This is a broad outline of the theory I’m developing for my PhD thesis. Consider it a work in progress. All comments and criticism are welcomed.
If humans have an evolved moral sense – and there’s mounting evidence that we have (Wright, 1994; Fehr et al., 2002; Boyd et al., 2003; Gintis et al., 2003; Lieberman et al., 2003; Fowler, 2005; Joyce, 2006; Haidt, 2008; Haidt at al., 2009) – then we should not expect it to function in an identical way between individuals.
Instead, we should expect a diversity in the function of the moral sense between individuals, and a corresponding diversity of moral intuitions and moral judgements. This is because there is no one solution to the problems that our moral sense evolved to solve that yields the best outcome in every environment or circumstance.
As such, our moral sense has evolved to produce a variety of strategies that increases the likelihood that we’ll be able to successfully respond to a wide range of situations and environments – with the ‘environment’ also including the strategies employed by other individuals.

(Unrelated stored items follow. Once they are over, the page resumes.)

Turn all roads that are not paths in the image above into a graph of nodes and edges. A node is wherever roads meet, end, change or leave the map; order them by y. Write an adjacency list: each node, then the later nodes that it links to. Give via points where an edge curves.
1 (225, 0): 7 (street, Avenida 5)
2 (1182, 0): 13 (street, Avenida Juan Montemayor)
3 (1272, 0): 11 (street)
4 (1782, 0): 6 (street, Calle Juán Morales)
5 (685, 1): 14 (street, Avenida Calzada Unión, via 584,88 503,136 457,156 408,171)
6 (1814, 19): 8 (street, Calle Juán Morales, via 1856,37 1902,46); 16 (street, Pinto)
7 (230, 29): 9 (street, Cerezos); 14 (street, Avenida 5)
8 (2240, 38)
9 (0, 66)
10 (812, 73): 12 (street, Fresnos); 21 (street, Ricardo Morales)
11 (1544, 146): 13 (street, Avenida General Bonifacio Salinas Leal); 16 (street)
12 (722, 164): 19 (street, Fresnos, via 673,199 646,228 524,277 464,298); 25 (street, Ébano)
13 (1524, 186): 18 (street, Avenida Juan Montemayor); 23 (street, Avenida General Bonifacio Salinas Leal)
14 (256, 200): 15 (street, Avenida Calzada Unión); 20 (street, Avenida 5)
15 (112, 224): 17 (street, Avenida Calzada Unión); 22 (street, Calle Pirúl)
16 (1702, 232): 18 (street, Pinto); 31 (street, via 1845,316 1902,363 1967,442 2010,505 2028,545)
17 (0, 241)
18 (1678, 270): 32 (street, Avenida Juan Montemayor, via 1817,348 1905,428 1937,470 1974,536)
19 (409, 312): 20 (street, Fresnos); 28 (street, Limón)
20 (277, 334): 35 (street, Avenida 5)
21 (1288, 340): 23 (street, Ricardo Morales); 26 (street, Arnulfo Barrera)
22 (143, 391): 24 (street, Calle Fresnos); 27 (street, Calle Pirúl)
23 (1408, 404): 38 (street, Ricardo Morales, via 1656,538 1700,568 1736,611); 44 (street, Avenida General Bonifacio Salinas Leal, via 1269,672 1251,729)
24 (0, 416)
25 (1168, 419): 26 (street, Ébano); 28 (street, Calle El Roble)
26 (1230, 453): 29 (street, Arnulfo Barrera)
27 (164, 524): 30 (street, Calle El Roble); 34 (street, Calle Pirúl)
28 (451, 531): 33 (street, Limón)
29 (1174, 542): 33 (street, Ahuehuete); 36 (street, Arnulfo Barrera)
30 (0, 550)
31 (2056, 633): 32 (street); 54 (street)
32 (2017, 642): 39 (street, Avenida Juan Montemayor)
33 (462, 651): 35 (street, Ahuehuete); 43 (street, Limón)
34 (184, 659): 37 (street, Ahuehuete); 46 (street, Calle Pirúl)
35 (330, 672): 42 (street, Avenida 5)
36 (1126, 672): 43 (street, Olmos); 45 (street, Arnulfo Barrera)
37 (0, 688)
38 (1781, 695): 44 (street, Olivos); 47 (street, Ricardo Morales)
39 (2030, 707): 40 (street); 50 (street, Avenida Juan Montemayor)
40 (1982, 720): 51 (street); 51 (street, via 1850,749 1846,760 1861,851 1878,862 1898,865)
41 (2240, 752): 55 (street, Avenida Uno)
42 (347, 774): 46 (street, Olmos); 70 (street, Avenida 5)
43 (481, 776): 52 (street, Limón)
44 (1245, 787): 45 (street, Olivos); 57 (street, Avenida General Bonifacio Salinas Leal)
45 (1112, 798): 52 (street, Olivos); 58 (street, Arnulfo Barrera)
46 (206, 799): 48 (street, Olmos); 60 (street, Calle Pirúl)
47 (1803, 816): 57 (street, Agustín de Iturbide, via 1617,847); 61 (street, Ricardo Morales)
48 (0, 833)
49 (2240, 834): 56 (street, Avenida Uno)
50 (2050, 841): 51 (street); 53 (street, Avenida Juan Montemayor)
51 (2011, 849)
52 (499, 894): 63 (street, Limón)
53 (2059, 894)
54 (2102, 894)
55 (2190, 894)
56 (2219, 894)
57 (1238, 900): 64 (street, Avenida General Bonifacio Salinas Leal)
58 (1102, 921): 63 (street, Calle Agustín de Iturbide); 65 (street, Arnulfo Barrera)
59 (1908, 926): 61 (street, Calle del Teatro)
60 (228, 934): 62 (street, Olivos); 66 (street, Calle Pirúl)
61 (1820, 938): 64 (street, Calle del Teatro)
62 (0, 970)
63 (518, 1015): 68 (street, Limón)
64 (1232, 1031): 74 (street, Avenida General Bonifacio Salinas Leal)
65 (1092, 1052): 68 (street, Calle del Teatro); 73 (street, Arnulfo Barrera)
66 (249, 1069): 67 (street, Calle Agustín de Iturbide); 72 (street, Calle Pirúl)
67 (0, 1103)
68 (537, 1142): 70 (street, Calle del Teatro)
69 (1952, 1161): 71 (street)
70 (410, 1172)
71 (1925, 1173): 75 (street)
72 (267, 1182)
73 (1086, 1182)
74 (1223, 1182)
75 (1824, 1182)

The analogy for this view is one of an evolved ‘moral ecology’ – a diverse range of strategies that each perform well in their niches, while they last, but with no one strategy that dominates all others. In this essay I will employ the moral ecology metaphor to explain why our moral sense evolved the way it did, and how it produces the wide diversity of moral attitudes and beliefs we see today, not only between cultures, but within cultures, and discuss some of the implications for moral philosophy.
What is Morality?
The picture that emerges is one that sees morality not as a truth-seeking endeavour, as moral realists and objectivists claim (Smith, 1994; Bloomfield 2001) but as a device that evolved to regulate social interaction, encourage pro-social behaviour and punish anti-social behaviour (Westermarck, 1932; Mackie, 1977; Greene, 2002; Haidt et al., 2009).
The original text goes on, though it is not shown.